Return, from the listing below, every line that includes "cover".

§

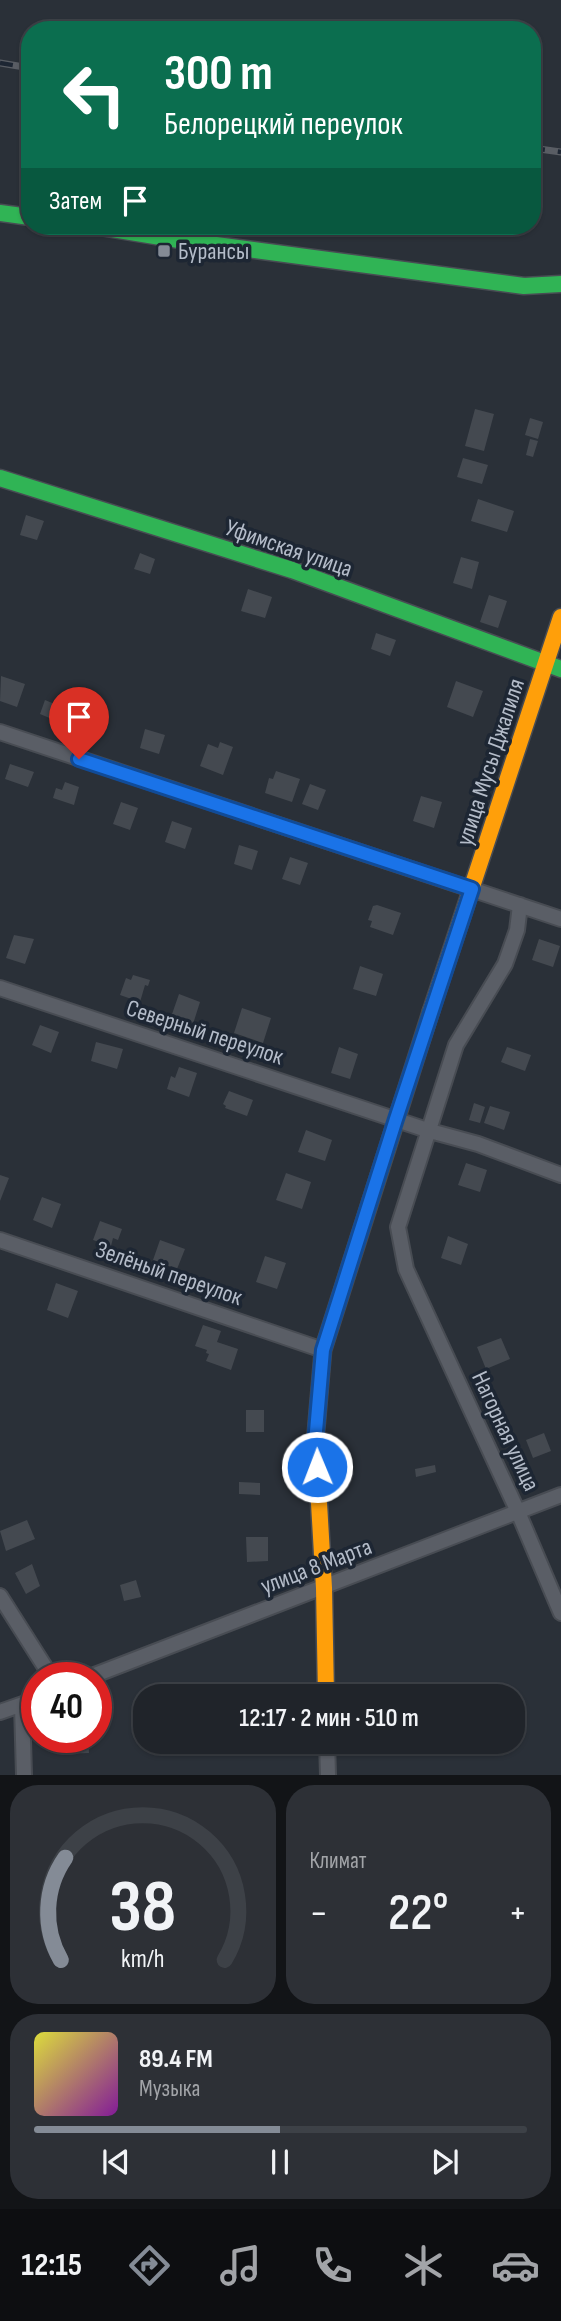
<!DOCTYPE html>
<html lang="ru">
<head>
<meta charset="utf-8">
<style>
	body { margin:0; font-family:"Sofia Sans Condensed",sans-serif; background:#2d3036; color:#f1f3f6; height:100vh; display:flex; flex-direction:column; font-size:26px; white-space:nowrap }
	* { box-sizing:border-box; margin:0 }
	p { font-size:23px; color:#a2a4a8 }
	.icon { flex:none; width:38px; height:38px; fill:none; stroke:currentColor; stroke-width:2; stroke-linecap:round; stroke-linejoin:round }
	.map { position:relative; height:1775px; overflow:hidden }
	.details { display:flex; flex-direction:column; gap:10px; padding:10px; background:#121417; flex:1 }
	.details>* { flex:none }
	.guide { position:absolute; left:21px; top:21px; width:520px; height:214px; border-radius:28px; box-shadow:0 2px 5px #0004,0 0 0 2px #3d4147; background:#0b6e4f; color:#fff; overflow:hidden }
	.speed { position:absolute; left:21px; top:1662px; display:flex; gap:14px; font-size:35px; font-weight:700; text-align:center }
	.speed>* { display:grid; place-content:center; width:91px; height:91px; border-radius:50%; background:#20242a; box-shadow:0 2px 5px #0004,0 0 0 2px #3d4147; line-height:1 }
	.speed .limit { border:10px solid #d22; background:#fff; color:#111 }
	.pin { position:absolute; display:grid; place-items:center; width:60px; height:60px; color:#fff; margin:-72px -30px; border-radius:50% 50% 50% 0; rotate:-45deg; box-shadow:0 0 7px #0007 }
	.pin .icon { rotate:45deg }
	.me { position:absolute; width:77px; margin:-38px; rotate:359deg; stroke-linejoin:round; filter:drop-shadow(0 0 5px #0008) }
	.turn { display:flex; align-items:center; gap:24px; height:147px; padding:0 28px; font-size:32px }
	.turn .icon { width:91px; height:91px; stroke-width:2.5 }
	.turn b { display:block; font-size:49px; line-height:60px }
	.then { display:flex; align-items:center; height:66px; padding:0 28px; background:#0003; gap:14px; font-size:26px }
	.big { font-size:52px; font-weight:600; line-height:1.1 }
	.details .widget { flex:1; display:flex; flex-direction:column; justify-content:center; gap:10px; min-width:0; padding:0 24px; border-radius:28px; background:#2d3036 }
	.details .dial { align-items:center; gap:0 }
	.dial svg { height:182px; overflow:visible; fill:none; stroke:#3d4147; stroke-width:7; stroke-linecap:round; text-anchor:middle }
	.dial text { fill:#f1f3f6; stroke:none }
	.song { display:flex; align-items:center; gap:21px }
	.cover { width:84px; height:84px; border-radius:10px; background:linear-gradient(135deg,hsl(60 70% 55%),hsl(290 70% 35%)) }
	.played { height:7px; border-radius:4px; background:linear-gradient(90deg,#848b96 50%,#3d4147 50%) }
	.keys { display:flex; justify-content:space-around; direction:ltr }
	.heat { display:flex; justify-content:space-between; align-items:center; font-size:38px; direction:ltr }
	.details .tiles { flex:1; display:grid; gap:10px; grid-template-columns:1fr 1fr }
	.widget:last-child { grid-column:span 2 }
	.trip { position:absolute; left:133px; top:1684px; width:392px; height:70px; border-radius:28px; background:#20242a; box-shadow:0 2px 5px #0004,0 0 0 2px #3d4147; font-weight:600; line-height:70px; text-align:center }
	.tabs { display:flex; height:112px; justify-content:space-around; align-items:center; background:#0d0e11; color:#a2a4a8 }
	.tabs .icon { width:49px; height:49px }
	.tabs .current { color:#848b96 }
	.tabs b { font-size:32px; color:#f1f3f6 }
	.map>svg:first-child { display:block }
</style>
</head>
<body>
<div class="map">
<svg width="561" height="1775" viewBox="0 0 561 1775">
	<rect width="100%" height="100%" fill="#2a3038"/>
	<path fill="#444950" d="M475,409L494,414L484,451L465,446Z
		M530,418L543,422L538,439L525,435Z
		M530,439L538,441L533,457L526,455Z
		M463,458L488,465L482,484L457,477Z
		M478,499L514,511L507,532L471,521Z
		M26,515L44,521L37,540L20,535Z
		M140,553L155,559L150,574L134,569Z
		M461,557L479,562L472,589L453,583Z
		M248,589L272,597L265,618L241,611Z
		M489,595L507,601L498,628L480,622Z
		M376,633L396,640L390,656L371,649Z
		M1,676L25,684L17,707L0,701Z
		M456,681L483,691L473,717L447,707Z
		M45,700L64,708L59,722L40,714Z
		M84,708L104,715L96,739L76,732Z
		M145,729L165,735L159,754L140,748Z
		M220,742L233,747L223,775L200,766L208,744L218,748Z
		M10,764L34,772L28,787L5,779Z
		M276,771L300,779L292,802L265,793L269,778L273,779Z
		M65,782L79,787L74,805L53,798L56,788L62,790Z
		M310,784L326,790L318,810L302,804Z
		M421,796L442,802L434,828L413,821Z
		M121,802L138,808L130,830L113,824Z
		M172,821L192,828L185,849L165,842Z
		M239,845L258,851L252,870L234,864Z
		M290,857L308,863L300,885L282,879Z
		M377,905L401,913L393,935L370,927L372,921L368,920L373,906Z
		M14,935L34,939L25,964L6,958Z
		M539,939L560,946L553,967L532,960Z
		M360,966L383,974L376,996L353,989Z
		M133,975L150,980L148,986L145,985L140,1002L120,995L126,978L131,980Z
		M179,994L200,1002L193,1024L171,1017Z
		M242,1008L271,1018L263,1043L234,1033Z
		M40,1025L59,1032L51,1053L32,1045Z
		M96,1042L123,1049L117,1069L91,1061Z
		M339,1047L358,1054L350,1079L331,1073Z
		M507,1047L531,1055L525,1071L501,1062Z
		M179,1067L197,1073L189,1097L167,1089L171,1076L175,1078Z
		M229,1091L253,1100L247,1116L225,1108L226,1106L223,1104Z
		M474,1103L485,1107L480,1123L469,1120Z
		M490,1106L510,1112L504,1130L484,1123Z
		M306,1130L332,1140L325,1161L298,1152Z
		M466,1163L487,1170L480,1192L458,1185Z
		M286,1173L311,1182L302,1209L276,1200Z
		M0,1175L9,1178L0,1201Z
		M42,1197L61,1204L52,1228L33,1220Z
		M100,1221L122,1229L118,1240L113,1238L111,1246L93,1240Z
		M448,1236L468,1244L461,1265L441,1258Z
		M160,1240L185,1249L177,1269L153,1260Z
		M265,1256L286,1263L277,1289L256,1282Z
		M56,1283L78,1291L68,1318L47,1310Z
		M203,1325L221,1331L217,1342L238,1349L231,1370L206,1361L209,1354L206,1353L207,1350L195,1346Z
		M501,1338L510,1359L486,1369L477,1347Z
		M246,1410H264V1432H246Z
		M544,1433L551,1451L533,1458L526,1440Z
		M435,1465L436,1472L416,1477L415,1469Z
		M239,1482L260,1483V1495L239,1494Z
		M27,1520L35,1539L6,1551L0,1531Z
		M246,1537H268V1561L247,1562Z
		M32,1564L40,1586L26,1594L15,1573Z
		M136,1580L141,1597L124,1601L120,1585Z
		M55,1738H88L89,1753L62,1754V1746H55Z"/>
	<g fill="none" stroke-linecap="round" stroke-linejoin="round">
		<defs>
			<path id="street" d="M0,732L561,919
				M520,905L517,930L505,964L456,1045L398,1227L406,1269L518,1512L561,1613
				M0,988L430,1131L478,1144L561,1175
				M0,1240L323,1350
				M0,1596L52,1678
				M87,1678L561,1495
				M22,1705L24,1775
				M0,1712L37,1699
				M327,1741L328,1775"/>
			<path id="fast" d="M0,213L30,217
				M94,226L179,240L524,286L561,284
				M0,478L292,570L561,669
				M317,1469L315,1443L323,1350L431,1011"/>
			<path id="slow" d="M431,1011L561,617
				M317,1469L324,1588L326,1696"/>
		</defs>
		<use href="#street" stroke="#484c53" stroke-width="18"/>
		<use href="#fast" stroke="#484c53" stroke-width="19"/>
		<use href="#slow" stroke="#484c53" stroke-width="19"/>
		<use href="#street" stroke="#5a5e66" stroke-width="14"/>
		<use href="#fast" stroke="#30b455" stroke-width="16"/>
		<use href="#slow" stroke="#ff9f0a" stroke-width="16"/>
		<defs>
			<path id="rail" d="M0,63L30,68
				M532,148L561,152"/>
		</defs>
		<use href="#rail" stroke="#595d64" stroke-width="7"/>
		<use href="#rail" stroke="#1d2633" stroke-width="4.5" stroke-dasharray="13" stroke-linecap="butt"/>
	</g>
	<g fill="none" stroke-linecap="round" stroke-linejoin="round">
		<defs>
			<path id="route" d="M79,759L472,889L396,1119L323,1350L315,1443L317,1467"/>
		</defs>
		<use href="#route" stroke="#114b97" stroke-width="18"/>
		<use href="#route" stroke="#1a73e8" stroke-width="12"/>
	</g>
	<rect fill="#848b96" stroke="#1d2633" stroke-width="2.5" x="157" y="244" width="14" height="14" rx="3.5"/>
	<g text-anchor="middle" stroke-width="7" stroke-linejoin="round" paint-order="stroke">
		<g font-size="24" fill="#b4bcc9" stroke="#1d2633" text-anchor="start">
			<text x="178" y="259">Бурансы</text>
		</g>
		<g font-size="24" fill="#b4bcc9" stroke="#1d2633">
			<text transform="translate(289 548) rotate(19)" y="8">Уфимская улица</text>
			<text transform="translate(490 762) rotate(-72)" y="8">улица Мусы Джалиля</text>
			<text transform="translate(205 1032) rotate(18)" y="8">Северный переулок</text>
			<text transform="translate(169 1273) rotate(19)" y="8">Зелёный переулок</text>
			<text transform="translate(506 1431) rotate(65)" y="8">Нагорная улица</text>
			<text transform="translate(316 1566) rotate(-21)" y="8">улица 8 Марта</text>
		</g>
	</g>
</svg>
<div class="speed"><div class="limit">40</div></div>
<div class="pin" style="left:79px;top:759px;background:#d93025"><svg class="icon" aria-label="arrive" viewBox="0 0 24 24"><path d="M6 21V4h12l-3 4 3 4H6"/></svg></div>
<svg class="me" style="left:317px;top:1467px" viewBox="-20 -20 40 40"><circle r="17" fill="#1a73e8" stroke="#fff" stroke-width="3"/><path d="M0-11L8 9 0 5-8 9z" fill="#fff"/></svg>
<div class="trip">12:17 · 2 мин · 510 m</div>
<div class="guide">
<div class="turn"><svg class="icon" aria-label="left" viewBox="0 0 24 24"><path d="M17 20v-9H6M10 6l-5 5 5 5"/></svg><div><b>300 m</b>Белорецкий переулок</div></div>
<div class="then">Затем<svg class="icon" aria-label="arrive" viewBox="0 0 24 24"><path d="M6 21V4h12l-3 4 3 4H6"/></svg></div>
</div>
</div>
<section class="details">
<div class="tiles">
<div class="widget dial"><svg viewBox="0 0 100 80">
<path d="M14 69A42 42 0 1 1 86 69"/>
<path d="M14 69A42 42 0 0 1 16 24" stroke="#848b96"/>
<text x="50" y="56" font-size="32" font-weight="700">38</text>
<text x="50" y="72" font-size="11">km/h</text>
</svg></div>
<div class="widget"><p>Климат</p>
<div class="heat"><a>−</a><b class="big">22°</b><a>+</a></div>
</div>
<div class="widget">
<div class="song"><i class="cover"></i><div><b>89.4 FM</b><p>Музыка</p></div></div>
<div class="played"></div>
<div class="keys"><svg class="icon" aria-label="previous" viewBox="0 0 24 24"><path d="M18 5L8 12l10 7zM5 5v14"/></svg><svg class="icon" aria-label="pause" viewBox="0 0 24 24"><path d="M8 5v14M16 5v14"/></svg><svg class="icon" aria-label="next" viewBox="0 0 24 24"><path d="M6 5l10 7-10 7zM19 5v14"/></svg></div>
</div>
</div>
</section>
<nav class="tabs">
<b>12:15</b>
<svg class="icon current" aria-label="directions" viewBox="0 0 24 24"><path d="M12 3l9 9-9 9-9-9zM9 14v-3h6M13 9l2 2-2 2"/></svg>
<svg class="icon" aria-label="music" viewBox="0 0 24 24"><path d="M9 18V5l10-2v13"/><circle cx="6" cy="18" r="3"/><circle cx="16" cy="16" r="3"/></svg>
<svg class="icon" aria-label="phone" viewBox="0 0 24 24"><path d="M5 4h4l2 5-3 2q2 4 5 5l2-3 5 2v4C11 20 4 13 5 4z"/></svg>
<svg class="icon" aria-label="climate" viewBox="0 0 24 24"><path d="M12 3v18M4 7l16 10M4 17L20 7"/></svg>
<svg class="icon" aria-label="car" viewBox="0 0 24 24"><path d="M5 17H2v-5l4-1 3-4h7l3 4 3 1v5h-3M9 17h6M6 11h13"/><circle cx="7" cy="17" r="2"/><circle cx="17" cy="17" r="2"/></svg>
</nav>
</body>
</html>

§

▶ [Written answer]
	.cover { width:84px; height:84px; border-radius:10px; background:linear-gradient(135deg,hsl(60 70% 55%),hsl(290 70% 35%)) }
<div class="song"><i class="cover"></i><div><b>89.4 FM</b><p>Музыка</p></div></div>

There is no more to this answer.